La mention de nos parents a jeté un froid. Ils étaient morts dans un accident de voiture il y a cinq ans, me laissant seule responsable de Léa, alors à peine adolescente. Cette responsabilité avait pesé sur moi chaque jour depuis.
« Ne parle pas d' eux ! » a-t-elle crié, les larmes aux yeux. « Ils ne voudraient pas que tu m' enfermes comme ça ! »
Elle a fait demi-tour brusquement et a claqué la porte de ma chambre si fort que le cadre a tremblé. Je suis restée assise sur mon lit, tremblante, le cœur lourd. Le son de la porte d' entrée qui claque à son tour m' a annoncé qu' elle était partie.
Je me suis sentie impuissante. J' avais une deuxième chance, mais comment l' utiliser si elle refusait de m' écouter ?
Plus tard dans la journée, mon anxiété a atteint son paroxysme. J' ai appelé Marc, un de mes collègues, un type plutôt bavard.
« Salut Marc, dis-moi, tu sais si Laurent est au bureau aujourd' hui ? »

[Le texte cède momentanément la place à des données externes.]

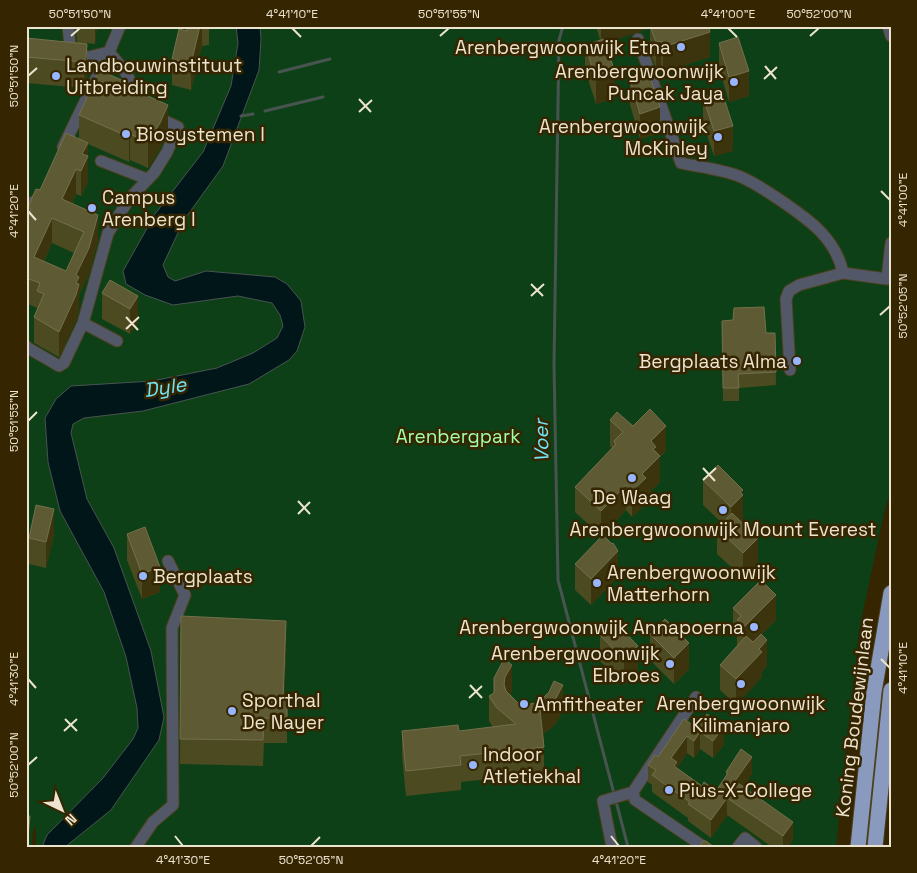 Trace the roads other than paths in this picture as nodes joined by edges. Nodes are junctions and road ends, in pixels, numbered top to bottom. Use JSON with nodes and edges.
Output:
{"nodes":[{"id":1,"x":68,"y":26,"type":"edge"},
{"id":2,"x":120,"y":26,"type":"edge"},
{"id":3,"x":888,"y":26,"type":"edge"},
{"id":4,"x":891,"y":36,"type":"edge"},
{"id":5,"x":638,"y":39,"type":"dead end"},
{"id":6,"x":109,"y":52,"type":"junction"},
{"id":7,"x":58,"y":158,"type":"edge"},
{"id":8,"x":101,"y":160,"type":"dead end"},
{"id":9,"x":147,"y":179,"type":"junction"},
{"id":10,"x":47,"y":182,"type":"edge"},
{"id":11,"x":27,"y":204,"type":"edge"},
{"id":12,"x":891,"y":243,"type":"edge"},
{"id":13,"x":843,"y":273,"type":"junction"},
{"id":14,"x":83,"y":324,"type":"junction"},
{"id":15,"x":117,"y":341,"type":"dead end"},
{"id":16,"x":26,"y":346,"type":"edge"},
{"id":17,"x":790,"y":370,"type":"dead end"},
{"id":18,"x":168,"y":561,"type":"dead end"},
{"id":19,"x":891,"y":593,"type":"edge"},
{"id":20,"x":891,"y":690,"type":"edge"},
{"id":21,"x":696,"y":697,"type":"dead end"},
{"id":22,"x":629,"y":794,"type":"junction"},
{"id":23,"x":136,"y":847,"type":"edge"},
{"id":24,"x":612,"y":847,"type":"edge"},
{"id":25,"x":704,"y":847,"type":"edge"},
{"id":26,"x":738,"y":847,"type":"edge"},
{"id":27,"x":756,"y":847,"type":"edge"},
{"id":28,"x":858,"y":847,"type":"edge"},
{"id":29,"x":875,"y":847,"type":"edge"}],
"edges":[{"from":1,"to":6,"type":"street"},
{"from":2,"to":6,"type":"street"},
{"from":3,"to":4,"type":"street"},
{"from":5,"to":13,"type":"street"},
{"from":6,"to":7,"type":"street"},
{"from":6,"to":9,"type":"street"},
{"from":8,"to":9,"type":"street"},
{"from":9,"to":14,"type":"street"},
{"from":10,"to":11,"type":"street"},
{"from":12,"to":13,"type":"street"},
{"from":13,"to":17,"type":"street"},
{"from":14,"to":15,"type":"street"},
{"from":14,"to":16,"type":"street"},
{"from":18,"to":23,"type":"street"},
{"from":19,"to":28,"type":"highway","name":"Koning Boudewijnlaan"},
{"from":20,"to":29,"type":"highway","name":"Koning Boudewijnlaan"},
{"from":21,"to":22,"type":"street"},
{"from":22,"to":24,"type":"street"},
{"from":22,"to":25,"type":"street"},
{"from":26,"to":27,"type":"street"}]} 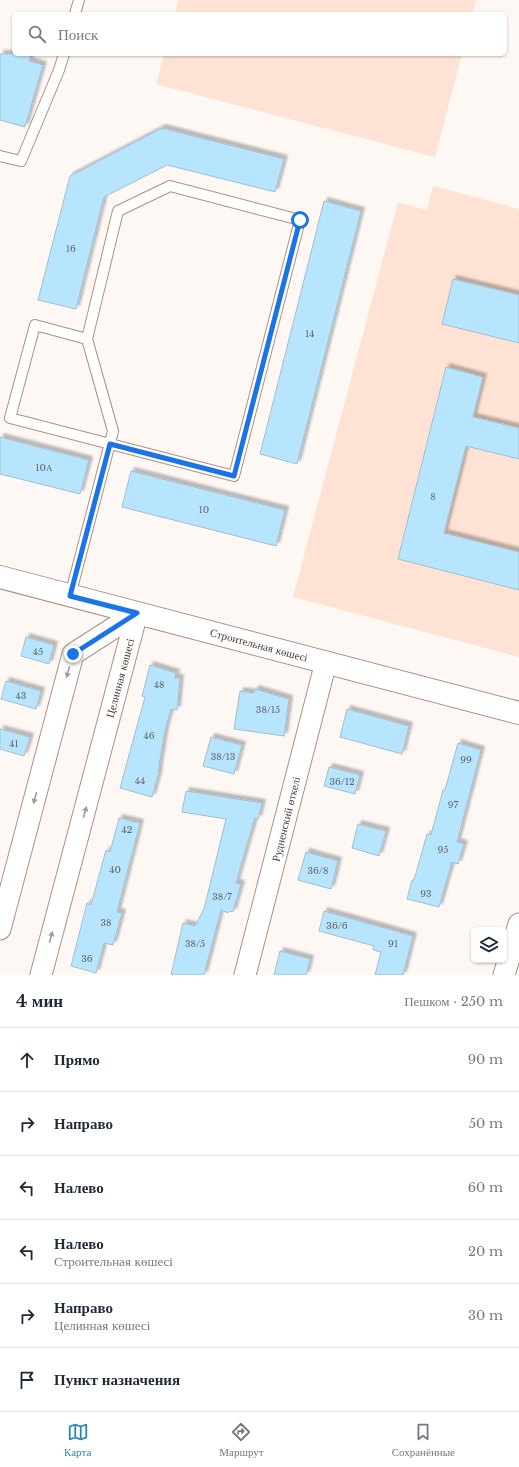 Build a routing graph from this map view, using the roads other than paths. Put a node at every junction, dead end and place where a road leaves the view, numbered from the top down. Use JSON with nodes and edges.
{"nodes":[{"id":1,"x":79,"y":0,"type":"edge"},
{"id":2,"x":76,"y":12,"type":"edge"},
{"id":3,"x":63,"y":56,"type":"edge"},
{"id":4,"x":0,"y":156,"type":"edge"},
{"id":5,"x":87,"y":339,"type":"junction"},
{"id":6,"x":110,"y":444,"type":"junction"},
{"id":7,"x":0,"y":577,"type":"edge"},
{"id":8,"x":70,"y":596,"type":"junction"},
{"id":9,"x":137,"y":613,"type":"junction"},
{"id":10,"x":326,"y":662,"type":"junction"},
{"id":11,"x":519,"y":712,"type":"edge"},
{"id":12,"x":519,"y":924,"type":"edge"},
{"id":13,"x":0,"y":929,"type":"edge"},
{"id":14,"x":41,"y":975,"type":"edge"},
{"id":15,"x":245,"y":975,"type":"edge"},
{"id":16,"x":504,"y":975,"type":"edge"}],
"edges":[{"from":1,"to":2,"type":"lane"},
{"from":3,"to":4,"type":"lane"},
{"from":5,"to":6,"type":"lane"},
{"from":5,"to":6,"type":"lane"},
{"from":5,"to":6,"type":"lane"},
{"from":6,"to":8,"type":"lane"},
{"from":7,"to":8,"type":"street","name":"Строительная көшесі"},
{"from":8,"to":9,"type":"street","name":"Строительная көшесі"},
{"from":9,"to":10,"type":"street","name":"Строительная көшесі"},
{"from":9,"to":13,"type":"street","name":"Целинная көшесі","one_way":true},
{"from":14,"to":9,"type":"street","name":"Целинная көшесі","one_way":true},
{"from":10,"to":11,"type":"street","name":"Строительная көшесі"},
{"from":10,"to":15,"type":"street","name":"Рудненский өткелі"},
{"from":12,"to":16,"type":"street"}]} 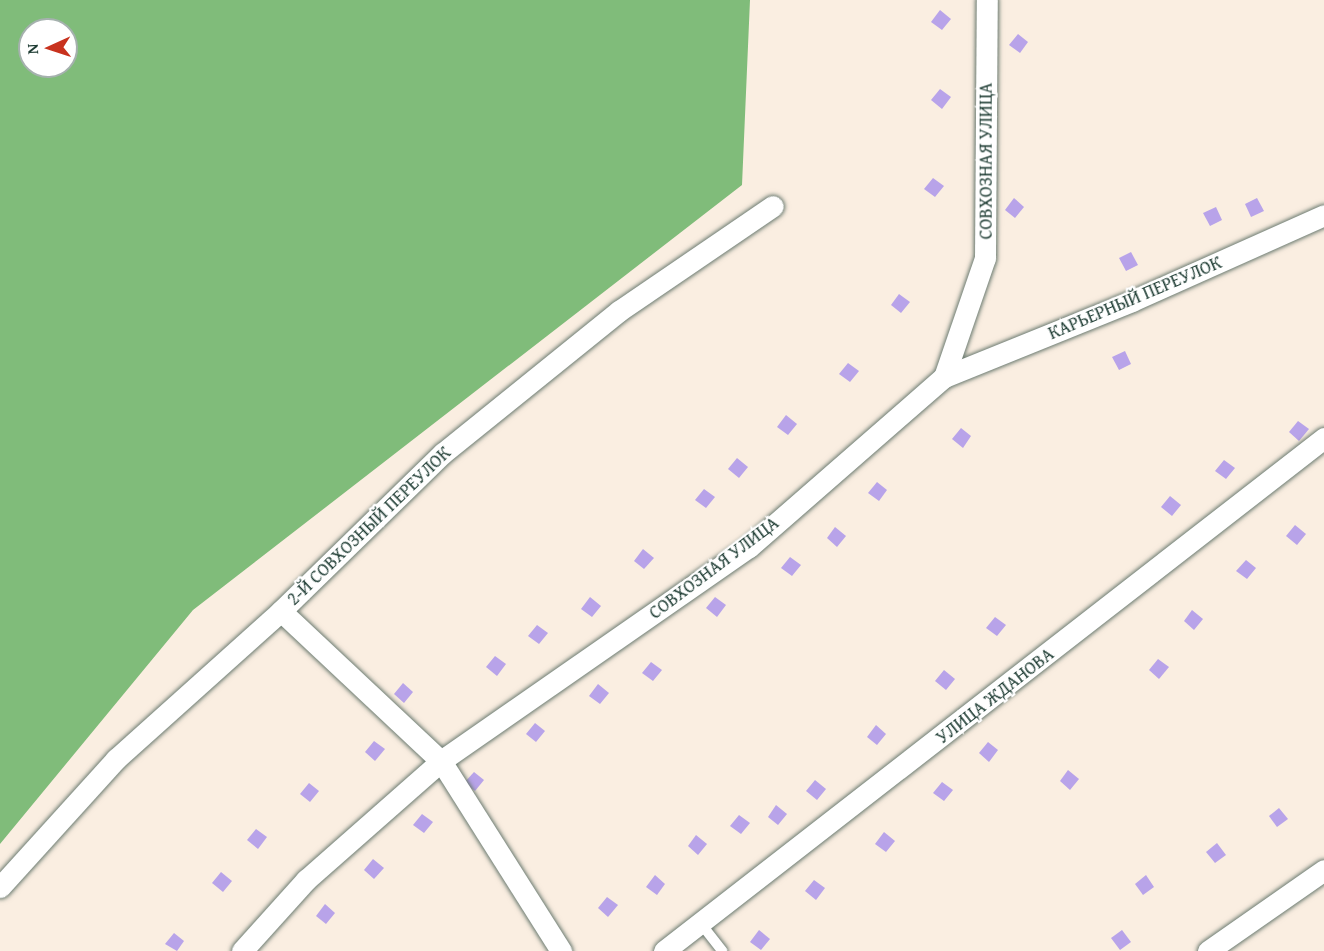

« Laurent ? Non, il a pris sa journée. Il m' a dit qu' il avait un rendez-vous important au café du centre-ville. Un truc pour finaliser les détails de notre super week-end spéléo. Il a même dit qu' il rencontrait la sœur d' une collègue qui est super motivée... Attends, c' est pas ta sœur, Jeanne ? »
Mon sang s' est glacé.
Elle était avec lui. En ce moment même.
Sans réfléchir, j' ai attrapé mes clés et j' ai couru hors de l' appartement. J' ai conduit comme une folle jusqu' au centre-ville. Je les ai vus à travers la vitrine du café, assis à une table. Laurent parlait avec de grands gestes, un sourire charmeur sur les lèvres. Léa buvait ses paroles, les yeux brillants d' admiration.
J' ai fait irruption dans le café.
« Léa. On rentre. »
Ils ont tous les deux sursauté. Le visage de Léa est passé de la surprise à la fureur.
« Jeanne ! Qu' est-ce que tu fais ici ? Tu me fais honte ! »
« J' ai dit, on rentre. Maintenant. »
J' ai attrapé son bras. Elle s' est débattue.
« Lâche-moi ! »
Laurent s' est levé, son visage affichant une fausse préoccupation.
« Madame Dubois, un problème ? Léa et moi discutions simplement. C' est une jeune femme très mature. »
« Ne l' appelez pas comme ça, » ai-je sifflé. « Et mêlez-vous de vos affaires. »
La confrontation a attiré l' attention des autres clients. Léa, sentant qu' elle avait un public, a joué sa meilleure carte.
« C' est toujours comme ça ! » a-t-elle crié, les larmes coulant sur ses joues. « Depuis la mort de papa et maman, tu me contrôles ! Tu es jalouse parce que je veux m' amuser, avoir ma propre vie ! Tu veux juste garder tout l' argent de l' héritage pour toi ! »
Cette dernière accusation m' a frappée en plein cœur. L' héritage. C' était donc ça.
Dans notre lutte, sa main a heurté ma poitrine. Le médaillon que je portais toujours, celui avec une photo de nos parents, est tombé par terre. La chaîne s' est cassée. Le petit fermoir a cédé et le médaillon s' est ouvert, la minuscule photo glissant sur le carrelage.
Le monde autour de moi a semblé s' arrêter. Le bruit, les regards, tout a disparu. Il ne restait que ce petit morceau de métal brisé sur le sol. Le symbole de notre famille, détruit.
Léa a profité de mon moment de choc pour se libérer de mon emprise et s' enfuir du café, me laissant seule, humiliée, au milieu des regards curieux.
Je suis restée là, pétrifiée. J' avais l' impression de revivre une scène déjà écrite, une tragédie dont je connaissais la fin. Et je ne pouvais rien faire pour l' arrêter. La spirale infernale était enclenchée, et elle m' entraînait une nouvelle fois vers le fond.